» **Exercise**:
Records follow. Select each line holding "list".

[[ Records for this task open ]]

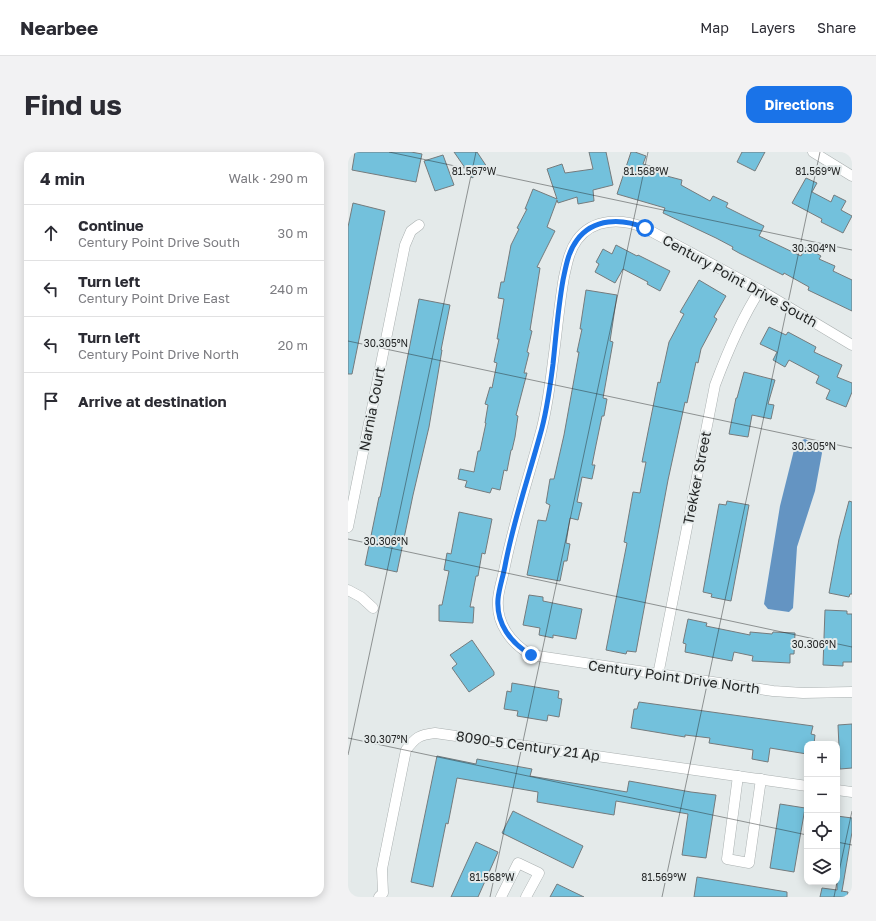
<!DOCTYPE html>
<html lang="en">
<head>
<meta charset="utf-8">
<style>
  :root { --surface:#fff; --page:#f2f2f3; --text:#2b2b33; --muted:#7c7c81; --line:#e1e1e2; --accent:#1a73e8 }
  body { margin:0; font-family:"Golos Text",sans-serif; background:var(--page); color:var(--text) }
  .controls { position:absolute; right:12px; bottom:12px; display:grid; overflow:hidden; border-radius:8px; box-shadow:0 2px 10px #0003 }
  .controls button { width:36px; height:36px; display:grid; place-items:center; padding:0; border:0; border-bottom:1px solid var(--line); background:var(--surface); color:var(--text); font:20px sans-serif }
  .stop { position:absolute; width:12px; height:12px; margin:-9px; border:3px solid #1a73e8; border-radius:50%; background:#fff }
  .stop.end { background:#1a73e8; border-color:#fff; box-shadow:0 1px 4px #0008 }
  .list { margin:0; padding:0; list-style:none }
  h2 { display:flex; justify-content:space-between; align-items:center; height:52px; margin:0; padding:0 16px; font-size:17px }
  h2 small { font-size:13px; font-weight:400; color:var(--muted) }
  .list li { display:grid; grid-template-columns:26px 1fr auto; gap:12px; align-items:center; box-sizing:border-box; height:56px; padding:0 16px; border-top:1px solid var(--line) }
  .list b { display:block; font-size:15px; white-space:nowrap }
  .list p { margin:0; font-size:13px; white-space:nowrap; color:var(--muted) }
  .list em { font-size:13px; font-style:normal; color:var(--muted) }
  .icon { flex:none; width:22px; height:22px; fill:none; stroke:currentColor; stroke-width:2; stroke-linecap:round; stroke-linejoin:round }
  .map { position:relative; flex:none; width:504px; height:745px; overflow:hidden; border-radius:12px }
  header { display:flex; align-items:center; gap:24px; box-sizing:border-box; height:56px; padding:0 20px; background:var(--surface); border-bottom:1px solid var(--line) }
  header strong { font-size:19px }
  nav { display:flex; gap:22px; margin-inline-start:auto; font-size:14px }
  .intro { display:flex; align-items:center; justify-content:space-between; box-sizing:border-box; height:96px; padding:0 24px }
  h1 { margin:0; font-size:28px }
  .button { padding:10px 18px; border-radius:12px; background:var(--accent); color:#fff; font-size:14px; font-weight:700 }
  main { display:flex; gap:24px; padding:0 24px }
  aside { flex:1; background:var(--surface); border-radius:12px; box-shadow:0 2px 10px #0003 }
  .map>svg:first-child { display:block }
  .water { fill:#6494c2 }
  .building { fill:#73c1dc; stroke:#757b7d }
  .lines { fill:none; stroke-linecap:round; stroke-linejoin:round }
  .street-casing { stroke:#aab0b0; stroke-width:11 }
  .street { stroke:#fff; stroke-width:10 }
  .route { stroke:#1a73e8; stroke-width:5 }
  .ticks { fill:none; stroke:#242626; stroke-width:1; stroke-opacity:0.45 }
  .labels { text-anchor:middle; stroke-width:4; stroke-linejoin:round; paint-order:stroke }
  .street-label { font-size:14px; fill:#242626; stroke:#e4eaea }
  .ticks-label { font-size:10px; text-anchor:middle; fill:#242626; stroke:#e4eaea; stroke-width:4; stroke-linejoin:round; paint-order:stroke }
</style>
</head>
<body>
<header>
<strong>Nearbee</strong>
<nav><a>Map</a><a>Layers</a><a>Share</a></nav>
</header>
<div class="intro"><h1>Find us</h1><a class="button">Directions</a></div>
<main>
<aside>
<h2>4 min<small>Walk · 290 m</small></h2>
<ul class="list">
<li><svg class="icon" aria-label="ahead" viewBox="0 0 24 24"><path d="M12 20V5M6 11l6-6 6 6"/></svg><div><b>Continue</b><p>Century Point Drive South</p></div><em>30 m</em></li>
<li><svg class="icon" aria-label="left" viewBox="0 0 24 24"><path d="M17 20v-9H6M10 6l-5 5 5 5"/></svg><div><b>Turn left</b><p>Century Point Drive East</p></div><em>240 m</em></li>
<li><svg class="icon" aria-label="left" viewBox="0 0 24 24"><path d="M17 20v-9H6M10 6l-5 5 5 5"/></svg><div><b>Turn left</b><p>Century Point Drive North</p></div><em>20 m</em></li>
<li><svg class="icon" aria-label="arrive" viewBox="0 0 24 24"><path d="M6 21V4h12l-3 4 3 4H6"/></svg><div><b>Arrive at destination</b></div></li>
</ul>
</aside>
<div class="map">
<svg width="504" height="745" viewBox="0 0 504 745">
  <rect width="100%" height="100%" fill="#e4eaea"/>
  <polygon class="water" points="457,287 470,293 474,301 467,339 449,395 445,456 441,460 420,457 416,452 432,354 448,290"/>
  <g class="building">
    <polygon points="7,0 63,0 74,2 68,30 4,18"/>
    <polygon points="106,0 129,0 139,15 124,26"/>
    <polygon points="241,0 258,0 265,33 245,38 246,49 230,52 229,45 210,51 209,48 199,75 207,79 189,115 192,116 182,178 184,179 179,200 181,201 176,221 179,221 168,263 170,264 167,285 164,298 163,298 159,319 156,318 152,338 144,336 142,341 117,335 119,329 110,327 112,317 126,320 130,299 132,299 138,271 137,271 140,253 137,252 142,235 144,236 149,211 146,210 151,187 149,187 156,147 150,146 153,130 156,130 163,93 171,77 169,76 179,57 177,57 185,37 209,47 199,17 214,12 217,21 245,17"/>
    <polygon points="283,0 287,0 298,4 295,12 312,17 311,22 334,28 333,33 362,49 365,44 380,51 378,55 416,74 411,84 453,104 458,95 473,104 471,107 487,114 485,119 504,128 504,159 460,138 461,135 436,121 435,123 391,101 384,97 385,95 368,86 315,61 317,56 269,42"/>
    <polygon points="394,0 417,0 407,19 389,10"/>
    <polygon points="95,3 106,33 87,39 76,9"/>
    <polygon points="458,26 469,31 464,40 483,50 486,43 498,49 493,58 504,64 495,81 473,70 474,67 444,51"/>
    <polygon points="5,51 37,59 4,222 0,222 0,75"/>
    <polygon points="268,93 289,104 290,103 322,119 312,139 299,132 300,130 275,117 267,131 247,120 251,112 248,110 255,97 264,102"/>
    <polygon points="351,128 378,144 366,165 369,167 353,197 350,211 348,210 339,251 337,250 320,328 288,500 279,499 278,502 258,498 279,391 276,390 285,340 292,341 298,310 294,310 310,230 312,231 321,190 336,162 332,160"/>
    <polygon points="238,138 269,143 262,189 265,190 255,246 259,247 256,264 254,264 248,293 244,313 247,313 244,327 234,325 229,350 234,351 230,368 222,366 218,391 222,392 219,409 216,409 212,429 179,423 190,368 198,369 202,353 198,351 202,327 206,327 216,283 231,200 229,200 234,177 232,177"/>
    <polygon points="71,147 102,153 93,198 94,198 81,275 65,343 49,420 17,413 31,345 32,345"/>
    <polygon points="421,175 438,183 440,180 468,195 466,200 494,213 489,225 504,231 504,240 498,255 478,247 482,238 468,231 471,224 441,208 437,215 425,208 429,200 412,192"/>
    <polygon points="396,220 427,228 420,252 426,253 423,267 404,263 400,285 381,282 388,246 389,246"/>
    <polygon points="379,349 401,353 383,449 363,445 364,442 355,440 371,352 378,353"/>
    <polygon points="501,349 504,350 504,442 502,442 501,445 481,441 491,387"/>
    <polygon points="111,360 144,367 137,402 134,401 130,424 128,424 122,455 126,455 125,471 91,469 91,453 94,453 101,419 96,418 99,401 103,402"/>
    <polygon points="181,443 195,445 195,449 234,457 228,487 205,483 205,486 191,483 192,476 175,473"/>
    <polygon points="477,458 499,459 499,462 504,462 504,510 495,510 495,514 475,513"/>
    <polygon points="340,467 359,471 358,474 402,483 402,480 424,482 425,480 447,481 446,502 442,502 442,511 404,509 405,504 386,500 384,509 337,500 338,492 335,491"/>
    <polygon points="124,488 146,520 146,523 121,540 104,516 109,512 102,503"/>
    <polygon points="164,531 211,539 210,546 214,547 211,565 200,563 199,569 169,564 170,559 156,557 159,539 163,540"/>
    <polygon points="291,550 465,574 463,582 467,583 466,592 459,592 459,602 422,596 420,610 404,607 405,598 361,591 362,586 337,583 337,585 283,576 286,557 289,557"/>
    <polygon points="504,572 504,616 492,617 490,573"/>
    <polygon points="89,604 128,612 129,607 184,617 182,624 279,640 281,629 343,640 368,643 358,706 334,703 340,662 268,649 266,663 189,650 190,640 109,626 100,672 98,671 85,735 63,730"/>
    <polygon points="432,652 457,656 446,720 422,716"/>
    <polygon points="165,659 235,694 225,716 154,681"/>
    <polygon points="489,664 504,666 504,680 494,739 493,739 500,740 499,745 472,745 474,736 489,738"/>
    <polygon points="128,690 150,700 130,745 103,745"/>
    <polygon points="349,725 439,740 439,745 346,745"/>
    <polygon points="209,732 236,745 202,745"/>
  </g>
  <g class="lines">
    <defs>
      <g id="street">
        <polyline points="465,0 504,24"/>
        <path d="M504,193L412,138L297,76C274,66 245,66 229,88C221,99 219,112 216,125C211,153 209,181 205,209C202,233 199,259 192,283C180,327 166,370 157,414C155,425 151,436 150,447C148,472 163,491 183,503L425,539L455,541L504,540"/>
        <polyline points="0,375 57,93 63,79 71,73"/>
        <polyline points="0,438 13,445 25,456"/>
        <path d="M310,523L367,233C379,201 393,167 412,138"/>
        <polyline points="390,624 379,707 401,711 413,627"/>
        <polyline points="489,638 504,640"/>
        <path d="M31,745L35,741L34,717L58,598C68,585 71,583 87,581L459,634"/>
        <polyline points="153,745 170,711 191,721 178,745"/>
      </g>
    </defs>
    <use href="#street" class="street-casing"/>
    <use href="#street" class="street"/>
  </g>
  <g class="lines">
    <path class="route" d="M183,503C163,491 148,472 150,447C151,436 155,425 157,414C165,370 180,327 192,283C199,260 202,235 205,212C208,184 210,156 215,128C218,114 220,100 229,88C245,66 274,66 297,76"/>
  </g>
  <path class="ticks" d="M41,0L504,98M0,189L504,296M0,387L504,495M0,586L459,683M0,603L128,0M489,690L504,693M489,729L504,659M142,745L300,0M314,745L472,0M486,745L489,730"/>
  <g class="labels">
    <g class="street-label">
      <text transform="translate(392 129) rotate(29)" y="5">Century Point Drive South</text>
      <text transform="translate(24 257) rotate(-79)" y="5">Narnia Court</text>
      <text transform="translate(349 326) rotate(-79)" y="5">Trekker Street</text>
      <text transform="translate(326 525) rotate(8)" y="5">Century Point Drive North</text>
      <text transform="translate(180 594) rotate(8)" y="5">8090-5 Century 21 Ap</text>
    </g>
  </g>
  <g class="ticks-label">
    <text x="126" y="23">81.567°W</text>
    <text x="298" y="23">81.568°W</text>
    <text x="470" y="23">81.569°W</text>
    <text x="466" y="100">30.304°N</text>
    <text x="38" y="195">30.305°N</text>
    <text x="466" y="298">30.305°N</text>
    <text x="38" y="393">30.306°N</text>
    <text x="466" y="496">30.306°N</text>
    <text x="38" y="591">30.307°N</text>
    <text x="144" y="729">81.568°W</text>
    <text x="316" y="729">81.569°W</text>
  </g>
</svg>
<div class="controls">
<button>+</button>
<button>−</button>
<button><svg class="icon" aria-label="locate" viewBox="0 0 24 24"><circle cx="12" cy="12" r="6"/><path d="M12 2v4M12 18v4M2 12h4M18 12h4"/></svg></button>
<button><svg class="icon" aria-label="layers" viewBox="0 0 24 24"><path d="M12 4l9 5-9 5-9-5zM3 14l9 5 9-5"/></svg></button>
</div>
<div class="stop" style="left:297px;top:76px"></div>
<div class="stop end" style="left:183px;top:503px"></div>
</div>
</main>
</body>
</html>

[[ Records for this task closed ]]

» **Answer for the task**:
  .list { margin:0; padding:0; list-style:none }
  .list li { display:grid; grid-template-columns:26px 1fr auto; gap:12px; align-items:center; box-sizing:border-box; height:56px; padding:0 16px; border-top:1px solid var(--line) }
  .list b { display:block; font-size:15px; white-space:nowrap }
  .list p { margin:0; font-size:13px; white-space:nowrap; color:var(--muted) }
  .list em { font-size:13px; font-style:normal; color:var(--muted) }
<ul class="list">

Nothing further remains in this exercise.